Custom neural network with custom activation functions and also non-linear layers

I am trying to build the so called Neural Network Decoder in pytorch to train it, but I have problems in the implementation.

What I want to build is a neural network starting from the following numpy functions, that I wrote and checked and they are working correctly, where “received” is a vector of +1s and -1s with noise added.

“n1” and “n2” are the number of neurons in layer 1 and 2 respectively.

A1=LLR(received,variance) # LLR is just the log-likelihood ratio, A1 are the inputs of the wanted neural network
I=A1.copy() # I is my input
for i in range(repeated_times):
    s_estimated=1-(A1>0) # estimated string of bits
    if np.sum(np.remainder(np.matmul(s_estimated,H),2))==0: # check if the estimated string is a codeword, in case exit
        break
        
    A2=np.tanh(np.matmul(W1.T,A1.T)/2) # first hidden layer where W1 is matrix containing the weights that connect A1 to A2, and are the parameters that I want to train
    M1=np.multiply(W2,np.repeat(A2,n2,1)) # M1 and A3 are 1 operation, cause A3 is not a linear layer, but it performs the multiplication of its inputs. W2 are fixed weights for the entire process
    A3=2*np.arctanh(np.prod(M1+(M1==0),axis=0))
    A4=I+np.matmul(A3,W1.T) # A4 is the last layer, an usual linear layer. W1 is the same weight matrix used at A2. So I want to do a weight-sharing between layers
    A1=A4 # the network is repeated a certain number of times

What I did to convert it in “torch language” was the following:

def SPA_tanh(W,A):
    W1=W.detach().numpy()
    A1=A.detach().numpy()
    return torch.from_numpy(np.tanh(np.matmul(W1.T,A1.T)/2))
    
def SPA_arctanh(W, A, n2):
    W2=W.detach().numpy()
    A2=A.detach().numpy().T
    M1=np.multiply(W2,np.multiply(A2,np.ones((n2,n2)))).T
    A3=2*np.arctanh(np.prod(M1+(M1==0),axis=0))
    return torch.from_numpy(A3)

def SPA_output(W, A, In):
    I=In.detach().numpy()
    W3=W.detach().numpy()
    A3=A.detach().numpy()
    return torch.from_numpy((I+np.matmul(A3,W3)))

def SPA_sigmoid(A):
    A4=A.detach().numpy()
    return torch.from_numpy(1/(1+np.exp(-A4)))

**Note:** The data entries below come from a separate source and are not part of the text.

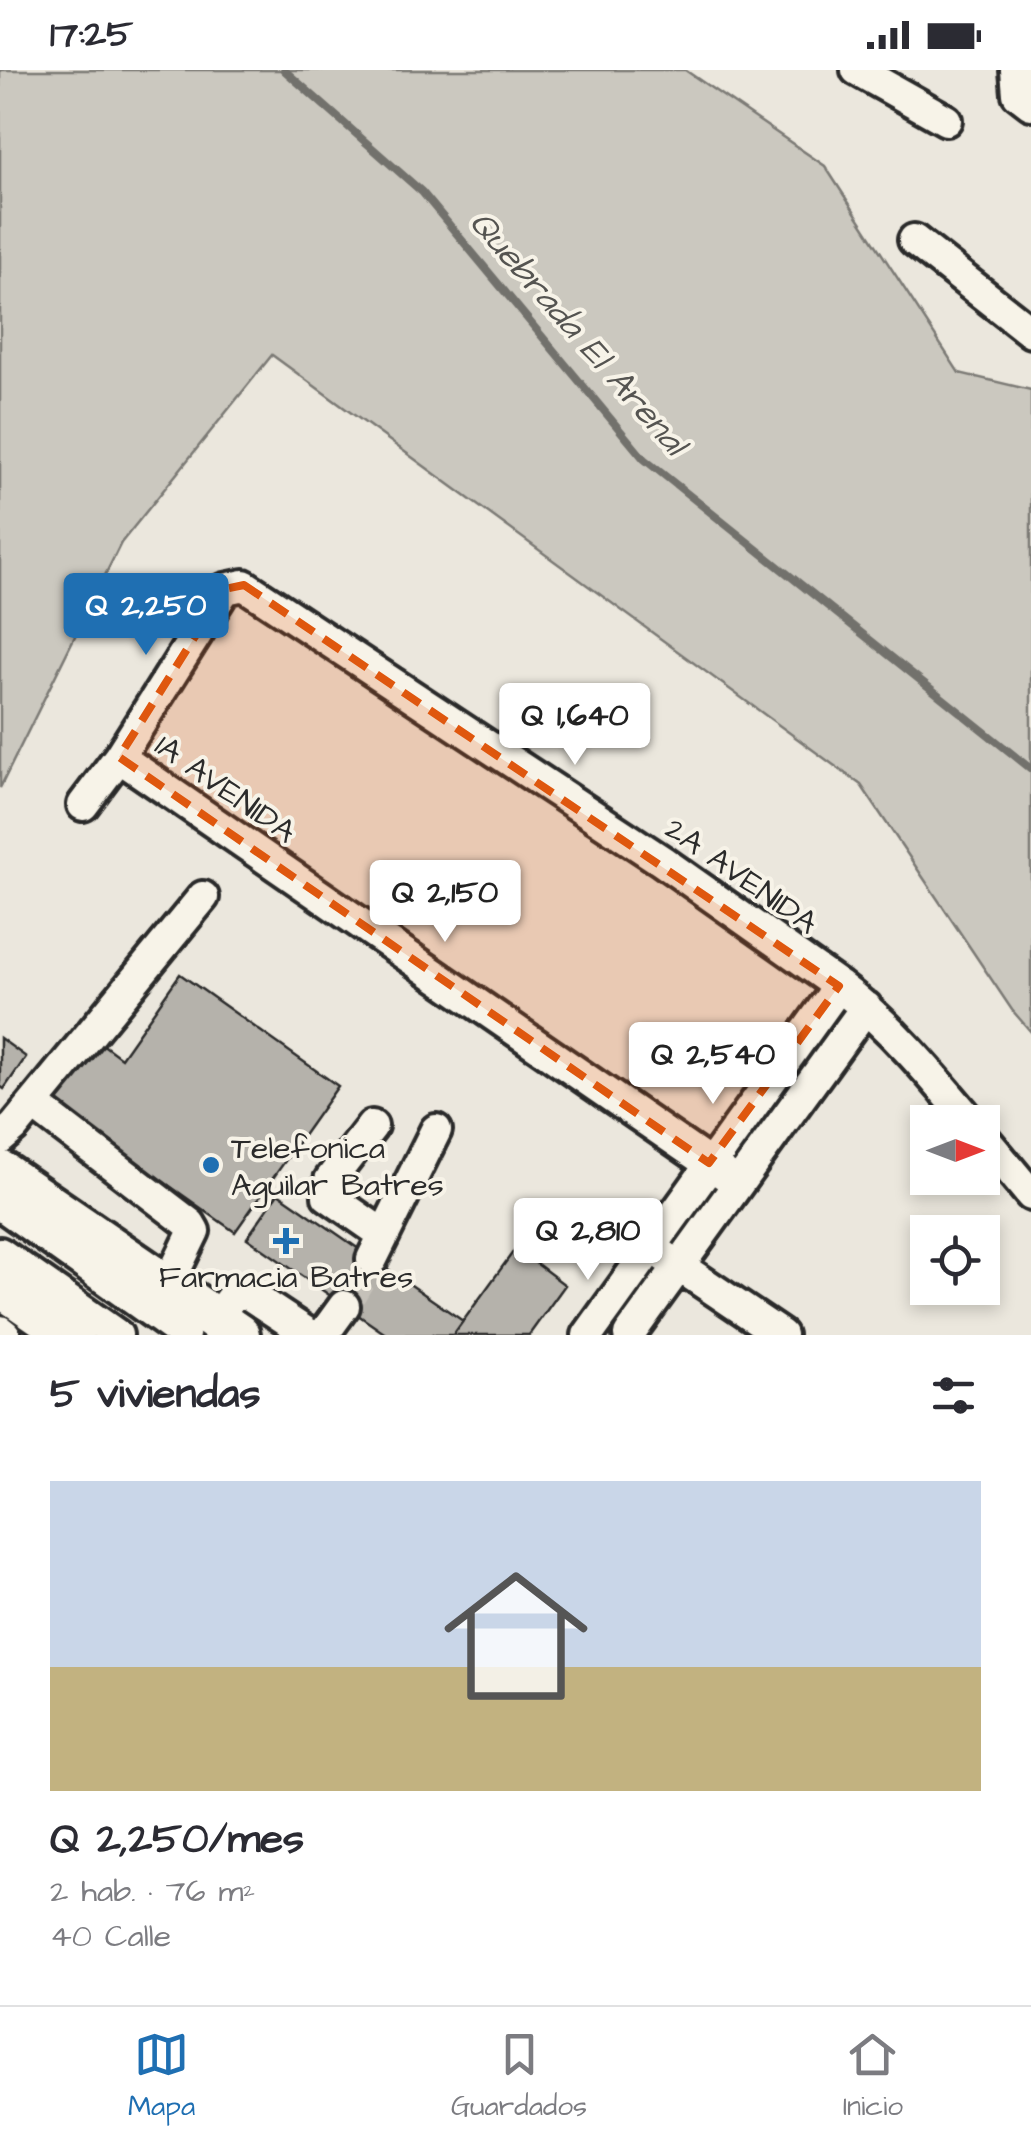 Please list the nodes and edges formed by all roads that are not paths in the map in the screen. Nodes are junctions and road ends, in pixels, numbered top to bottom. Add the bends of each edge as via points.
1 (857, 70) edge
2 (1016, 70) edge
3 (1031, 104) edge
4 (946, 120) dead end
5 (914, 240) dead end
6 (1031, 332) edge
7 (119, 757) junction
8 (83, 805) dead end
9 (203, 897) dead end
10 (839, 986) junction
11 (866, 1007) junction
12 (33, 1104) junction
13 (957, 1105) edge
14 (372, 1126) dead end
15 (436, 1130) dead end
16 (0, 1139) edge
17 (1000, 1158) edge
18 (709, 1164) junction
19 (0, 1172) edge
20 (737, 1183) junction
21 (1031, 1196) edge
22 (0, 1204) edge
23 (650, 1246) junction
24 (0, 1253) edge
25 (678, 1266) junction
26 (0, 1285) edge
27 (167, 1287) junction
28 (344, 1306) tunnel mouth
29 (212, 1330) edge
30 (72, 1335) edge
31 (116, 1335) edge
32 (310, 1335) edge
33 (323, 1335) edge
34 (588, 1335) edge
35 (629, 1335) edge
36 (781, 1335) edge

1 - 4 street
2 - 3 street via 1018,94
5 - 6 street
7 - 8 street
7 - 10 street, 2A AVENIDA via 225,589 244,585
7 - 18 street, 1A AVENIDA
9 - 12 street
10 - 11 street, 2A AVENIDA
10 - 18 street
11 - 13 street, 2A AVENIDA
11 - 20 street
12 - 16 street
12 - 27 street via 190,1224 194,1231
14 - 15 street via 330,1180 328,1196 378,1247
17 - 21 street
18 - 20 street, 1A AVENIDA
18 - 23 street
19 - 27 highway
20 - 25 street
22 - 29 street
23 - 25 street
23 - 34 street
24 - 31 street
25 - 35 street
25 - 36 street
26 - 30 highway
27 - 29 highway
28 - 33 street
29 - 32 street via 237,1290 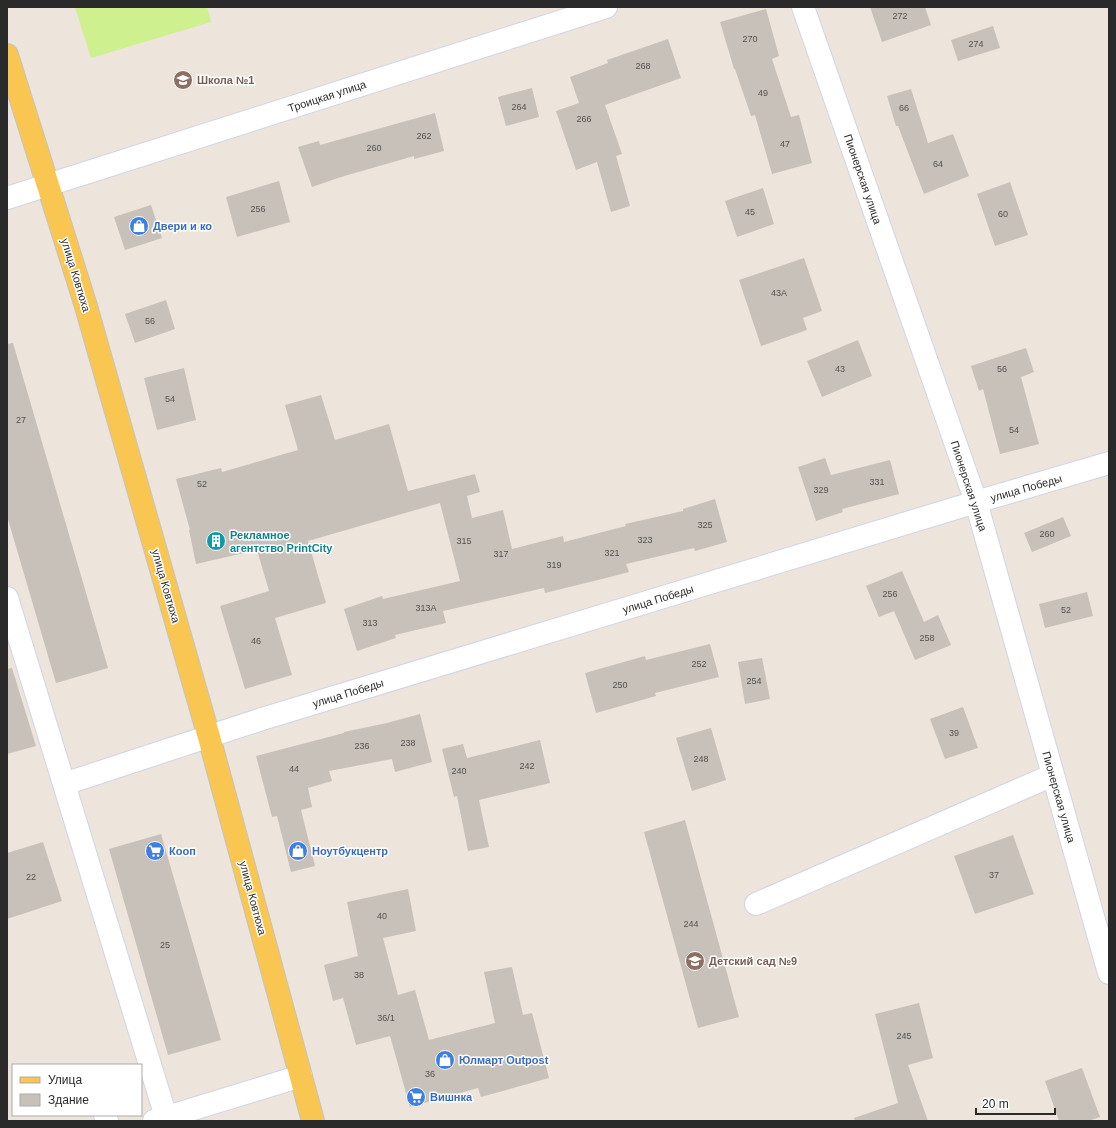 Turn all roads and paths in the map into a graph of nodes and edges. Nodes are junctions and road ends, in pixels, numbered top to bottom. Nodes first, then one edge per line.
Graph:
1 (606, 7) edge
2 (803, 7) edge
3 (7, 55) edge
4 (48, 185) junction
5 (7, 198) edge
6 (1109, 463) edge
7 (976, 502) junction
8 (7, 598) edge
9 (209, 737) junction
10 (1053, 775) junction
11 (64, 784) junction
12 (756, 904) dead end
13 (1109, 972) edge
14 (301, 1076) junction
15 (160, 1119) edge
16 (313, 1121) edge

1 - 4 street, Троицкая улица
2 - 7 street, Пионерская улица
3 - 4 main road, улица Ковтюха
4 - 5 street, Троицкая улица
4 - 9 main road, улица Ковтюха
6 - 7 street, улица Победы
7 - 9 street, улица Победы
7 - 10 street, Пионерская улица
8 - 11 street
9 - 11 street, улица Победы
9 - 14 main road, улица Ковтюха
10 - 12 street
10 - 13 street, Пионерская улица
11 - 15 street
14 - 15 street
14 - 16 main road, улица Ковтюха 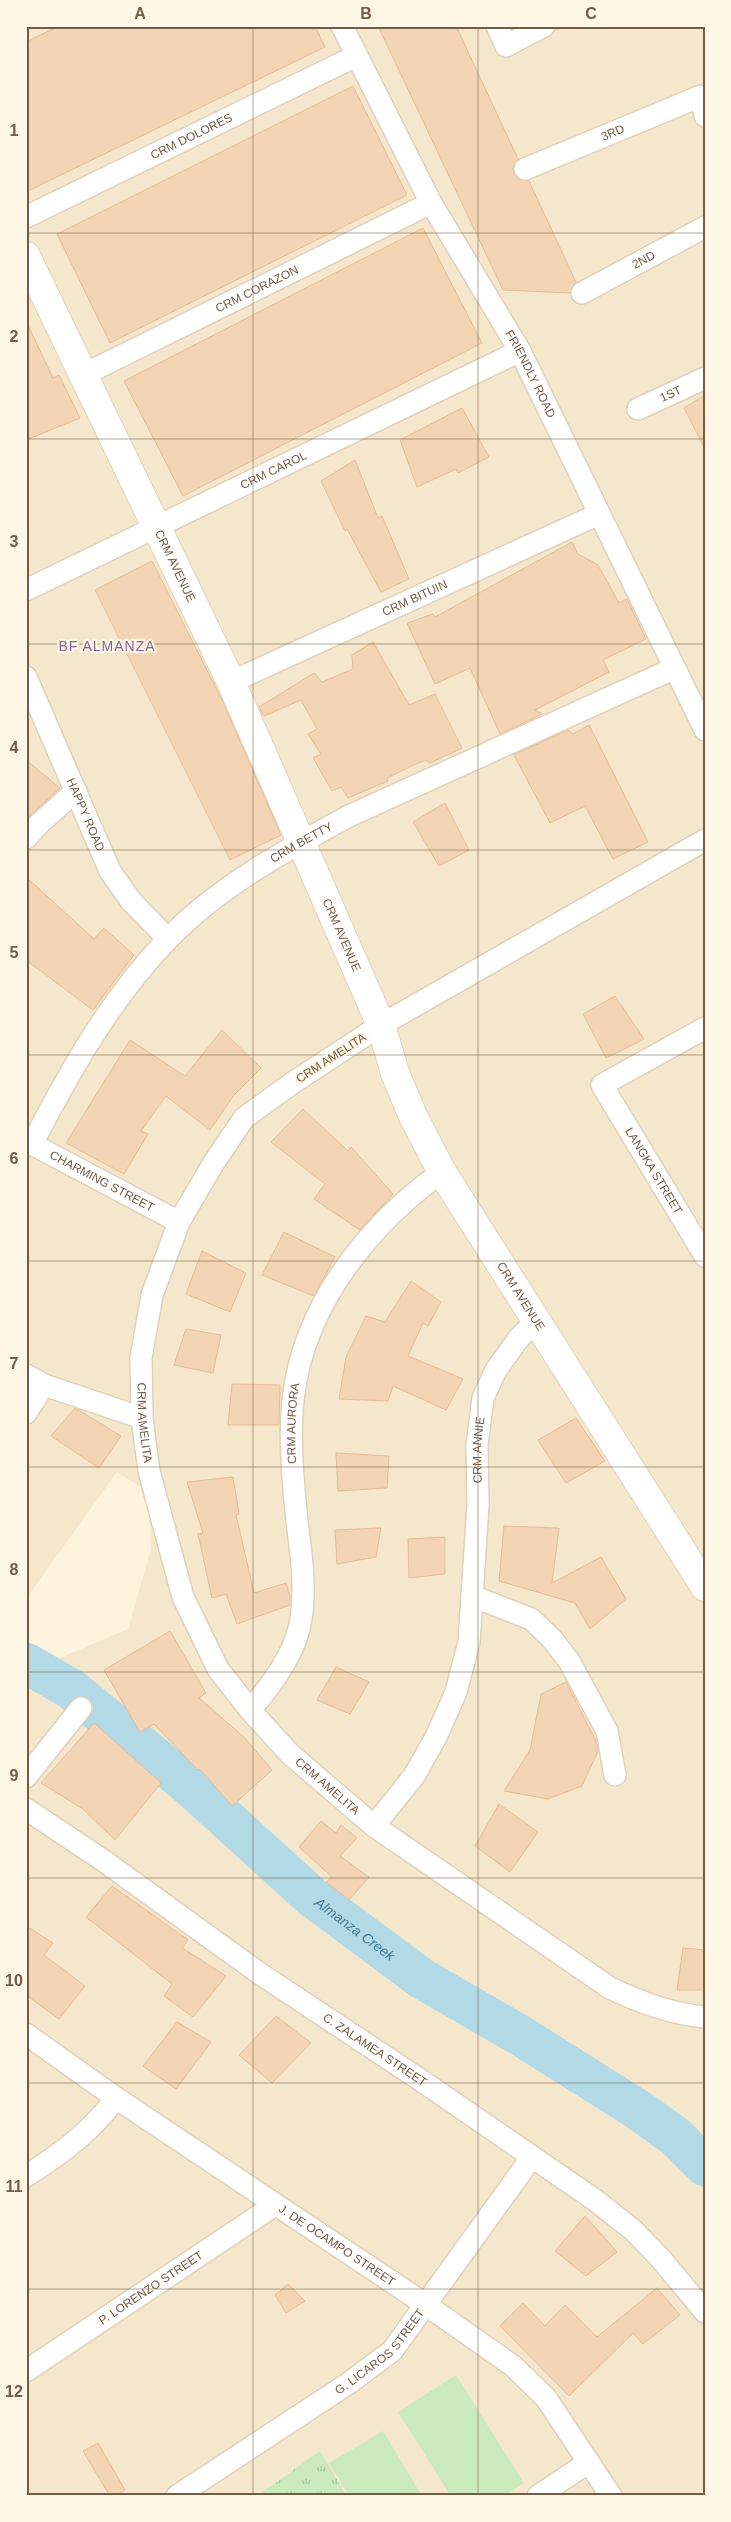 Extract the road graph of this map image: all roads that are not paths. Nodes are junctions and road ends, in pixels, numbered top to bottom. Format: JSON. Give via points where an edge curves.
{"nodes":[{"id":1,"x":342,"y":26,"type":"edge"},
{"id":2,"x":544,"y":26,"type":"edge"},
{"id":3,"x":502,"y":36,"type":"edge"},
{"id":4,"x":356,"y":56,"type":"junction"},
{"id":5,"x":703,"y":106,"type":"edge"},
{"id":6,"x":524,"y":170,"type":"dead end"},
{"id":7,"x":431,"y":203,"type":"junction"},
{"id":8,"x":26,"y":217,"type":"edge"},
{"id":9,"x":705,"y":227,"type":"edge"},
{"id":10,"x":26,"y":256,"type":"edge"},
{"id":11,"x":582,"y":293,"type":"dead end"},
{"id":12,"x":520,"y":351,"type":"junction"},
{"id":13,"x":83,"y":375,"type":"junction"},
{"id":14,"x":705,"y":378,"type":"edge"},
{"id":15,"x":638,"y":409,"type":"dead end"},
{"id":16,"x":598,"y":514,"type":"junction"},
{"id":17,"x":156,"y":528,"type":"junction"},
{"id":18,"x":26,"y":590,"type":"edge"},
{"id":19,"x":675,"y":668,"type":"junction"},
{"id":20,"x":26,"y":677,"type":"edge"},
{"id":21,"x":231,"y":682,"type":"junction"},
{"id":22,"x":705,"y":730,"type":"edge"},
{"id":23,"x":76,"y":791,"type":"junction"},
{"id":24,"x":26,"y":838,"type":"edge"},
{"id":25,"x":705,"y":840,"type":"edge"},
{"id":26,"x":302,"y":841,"type":"junction"},
{"id":27,"x":168,"y":939,"type":"junction"},
{"id":28,"x":381,"y":1025,"type":"junction"},
{"id":29,"x":705,"y":1028,"type":"edge"},
{"id":30,"x":29,"y":1142,"type":"edge"},
{"id":31,"x":442,"y":1172,"type":"junction"},
{"id":32,"x":179,"y":1222,"type":"junction"},
{"id":33,"x":705,"y":1256,"type":"edge"},
{"id":34,"x":536,"y":1321,"type":"junction"},
{"id":35,"x":35,"y":1380,"type":"edge"},
{"id":36,"x":26,"y":1413,"type":"edge"},
{"id":37,"x":142,"y":1418,"type":"junction"},
{"id":38,"x":705,"y":1587,"type":"edge"},
{"id":39,"x":472,"y":1596,"type":"junction"},
{"id":40,"x":81,"y":1708,"type":"dead end"},
{"id":41,"x":250,"y":1710,"type":"junction"},
{"id":42,"x":615,"y":1775,"type":"dead end"},
{"id":43,"x":26,"y":1777,"type":"edge"},
{"id":44,"x":26,"y":1809,"type":"edge"},
{"id":45,"x":374,"y":1826,"type":"junction"},
{"id":46,"x":705,"y":2017,"type":"edge"},
{"id":47,"x":26,"y":2034,"type":"edge"},
{"id":48,"x":116,"y":2098,"type":"junction"},
{"id":49,"x":532,"y":2157,"type":"junction"},
{"id":50,"x":26,"y":2176,"type":"edge"},
{"id":51,"x":275,"y":2205,"type":"junction"},
{"id":52,"x":425,"y":2304,"type":"junction"},
{"id":53,"x":705,"y":2312,"type":"edge"},
{"id":54,"x":26,"y":2371,"type":"edge"},
{"id":55,"x":589,"y":2462,"type":"junction"},
{"id":56,"x":177,"y":2496,"type":"edge"},
{"id":57,"x":538,"y":2496,"type":"edge"},
{"id":58,"x":611,"y":2496,"type":"edge"}],
"edges":[{"from":1,"to":4,"type":"street","name":"FRIENDLY ROAD"},
{"from":2,"to":3,"type":"street"},
{"from":4,"to":7,"type":"street","name":"FRIENDLY ROAD"},
{"from":4,"to":8,"type":"street","name":"CRM DOLORES"},
{"from":5,"to":6,"type":"street","name":"3RD"},
{"from":7,"to":12,"type":"street","name":"FRIENDLY ROAD"},
{"from":7,"to":13,"type":"street","name":"CRM CORAZON"},
{"from":9,"to":11,"type":"street","name":"2ND"},
{"from":10,"to":13,"type":"street","name":"CRM AVENUE"},
{"from":12,"to":16,"type":"street","name":"FRIENDLY ROAD"},
{"from":12,"to":17,"type":"street","name":"CRM CAROL"},
{"from":13,"to":17,"type":"street","name":"CRM AVENUE"},
{"from":14,"to":15,"type":"street","name":"1ST"},
{"from":16,"to":19,"type":"street","name":"FRIENDLY ROAD"},
{"from":16,"to":21,"type":"street","name":"CRM BITUIN"},
{"from":17,"to":18,"type":"street","name":"CRM CAROL"},
{"from":17,"to":21,"type":"street","name":"CRM AVENUE"},
{"from":19,"to":22,"type":"street","name":"FRIENDLY ROAD"},
{"from":19,"to":26,"type":"street","name":"CRM BETTY","via":[[349,816]]},
{"from":20,"to":23,"type":"street","name":"HAPPY ROAD"},
{"from":21,"to":26,"type":"street","name":"CRM AVENUE"},
{"from":23,"to":24,"type":"street"},
{"from":23,"to":27,"type":"street","name":"HAPPY ROAD","via":[[110,871],[131,901]]},
{"from":25,"to":28,"type":"street","name":"CRM AMELITA"},
{"from":26,"to":27,"type":"street","name":"CRM BETTY","via":[[248,875]]},
{"from":26,"to":28,"type":"street","name":"CRM AVENUE"},
{"from":27,"to":30,"type":"street","name":"CRM BETTY","via":[[105,1015]]},
{"from":28,"to":31,"type":"street","name":"CRM AVENUE","via":[[395,1073]]},
{"from":28,"to":32,"type":"street","name":"CRM AMELITA","via":[[244,1118]]},
{"from":29,"to":33,"type":"street","name":"LANGKA STREET","via":[[602,1085]]},
{"from":30,"to":32,"type":"street","name":"CHARMING STREET"},
{"from":31,"to":34,"type":"street","name":"CRM AVENUE"},
{"from":31,"to":41,"type":"street","name":"CRM AURORA","via":[[373,1231],[320,1312],[305,1350],[293,1399],[292,1441],[303,1572],[302,1620],[290,1652],[270,1687]]},
{"from":32,"to":37,"type":"street","name":"CRM AMELITA","via":[[152,1295],[141,1358]]},
{"from":34,"to":38,"type":"street","name":"CRM AVENUE"},
{"from":34,"to":39,"type":"street","name":"CRM ANNIE","via":[[496,1370],[483,1398],[477,1445],[478,1505]]},
{"from":35,"to":36,"type":"street"},
{"from":35,"to":37,"type":"street"},
{"from":37,"to":41,"type":"street","name":"CRM AMELITA","via":[[149,1471],[182,1597],[218,1668]]},
{"from":39,"to":42,"type":"street","via":[[531,1619],[552,1639],[569,1661],[607,1731]]},
{"from":39,"to":45,"type":"street","name":"CRM ANNIE","via":[[469,1642],[456,1692],[436,1738],[414,1776]]},
{"from":40,"to":43,"type":"street"},
{"from":41,"to":45,"type":"street","name":"CRM AMELITA","via":[[290,1754]]},
{"from":44,"to":49,"type":"street","name":"C. ZALAMEA STREET","via":[[104,1861],[258,1973]]},
{"from":45,"to":46,"type":"street","name":"CRM AMELITA","via":[[610,1988],[680,2015]]},
{"from":47,"to":48,"type":"street","name":"J. DE OCAMPO STREET"},
{"from":48,"to":50,"type":"street","via":[[86,2134]]},
{"from":48,"to":51,"type":"street","name":"J. DE OCAMPO STREET"},
{"from":49,"to":52,"type":"street","name":"G. LICAROS STREET"},
{"from":49,"to":53,"type":"street","name":"C. ZALAMEA STREET","via":[[633,2230]]},
{"from":51,"to":52,"type":"street","name":"J. DE OCAMPO STREET"},
{"from":51,"to":54,"type":"street","name":"P. LORENZO STREET"},
{"from":52,"to":55,"type":"street","name":"J. DE OCAMPO STREET","via":[[513,2366],[546,2398]]},
{"from":52,"to":56,"type":"street","name":"G. LICAROS STREET","via":[[392,2350],[376,2364]]},
{"from":55,"to":57,"type":"street"},
{"from":55,"to":58,"type":"street","name":"J. DE OCAMPO STREET"}]}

and then I used those functions as follow:

inputs=torch.from_numpy(LLR(received,sigma))
A1=torch.from_numpy(inputs.numpy().copy())
for i in range(repeated_times):
    s_estimated=1-(A1.numpy()>0)
    if np.sum(np.remainder(np.matmul(s_estimated,H),2))==0:
        break
    A2=SPA_tanh(torch.from_numpy(W1),A1)
    A3=SPA_arctanh(torch.from_numpy(W2),A2,n2)
    A4=SPA_output(torch.from_numpy(W1.T),A3,inputs)
    A1=torch.from_numpy(A4.numpy().copy())

Outputs_estimated=SPA_sigmoid(A4).numpy()
loss=(1/(2*outputs.size)*np.sum(np.power((1-Outputs_estimated)-Y_true,2))) # generic loss, just to understand if it works

First problem in this way I will not obtain a neural network, and unluckily I am aware of this. I tried to implement the functions as layers of a neural network but every time there are errors. Here an example of one of the functions implemented:

class SPA_tanh(nn.Module):
    def __init__(self):
        super(SPA_tanh, self).__init__()

    def forward(self, input):
        A1=input.detach().numpy()
        W1=self.weight.detach().numpy()
        print(W1)
        output = torch.from_numpy(np.tanh(np.matmul(W1.T,A1.T)/2))
        return output

Can anyone help me in understanding what is wrong?
Moreover, how can I pass to the class also the precomputed weight matrices W1 as initialization of the self.weights? (or W2 for the other functions)

How can I be sure that only some weights will be trained by the network (W1) and others no (W2)? And how can I share the weights?

I apologize for my ignorance.

As a first pass response you can use the Module class for your 1st and 3rd layers. As I understand these layers use the same weight matrix but transposed. This is an interesting implementation, but to ensure that the parameter updates are correct, you should actually have one self.weight matrix that is applied twice within the module, either in the original or transponsed form. You would still need two bias vectors

So the forward pass would be like:

def forward (input, first=False):
    if first:
        out = torch.matmul(input, self.w) + self.b_1
    else:
        out = torch.matmul(input, self.w.T) + self.b_2

Where self.w is a parameter layer of shape (n1, n2) and self.b_1 has shape (n1) and self.b_2 has shape (n2).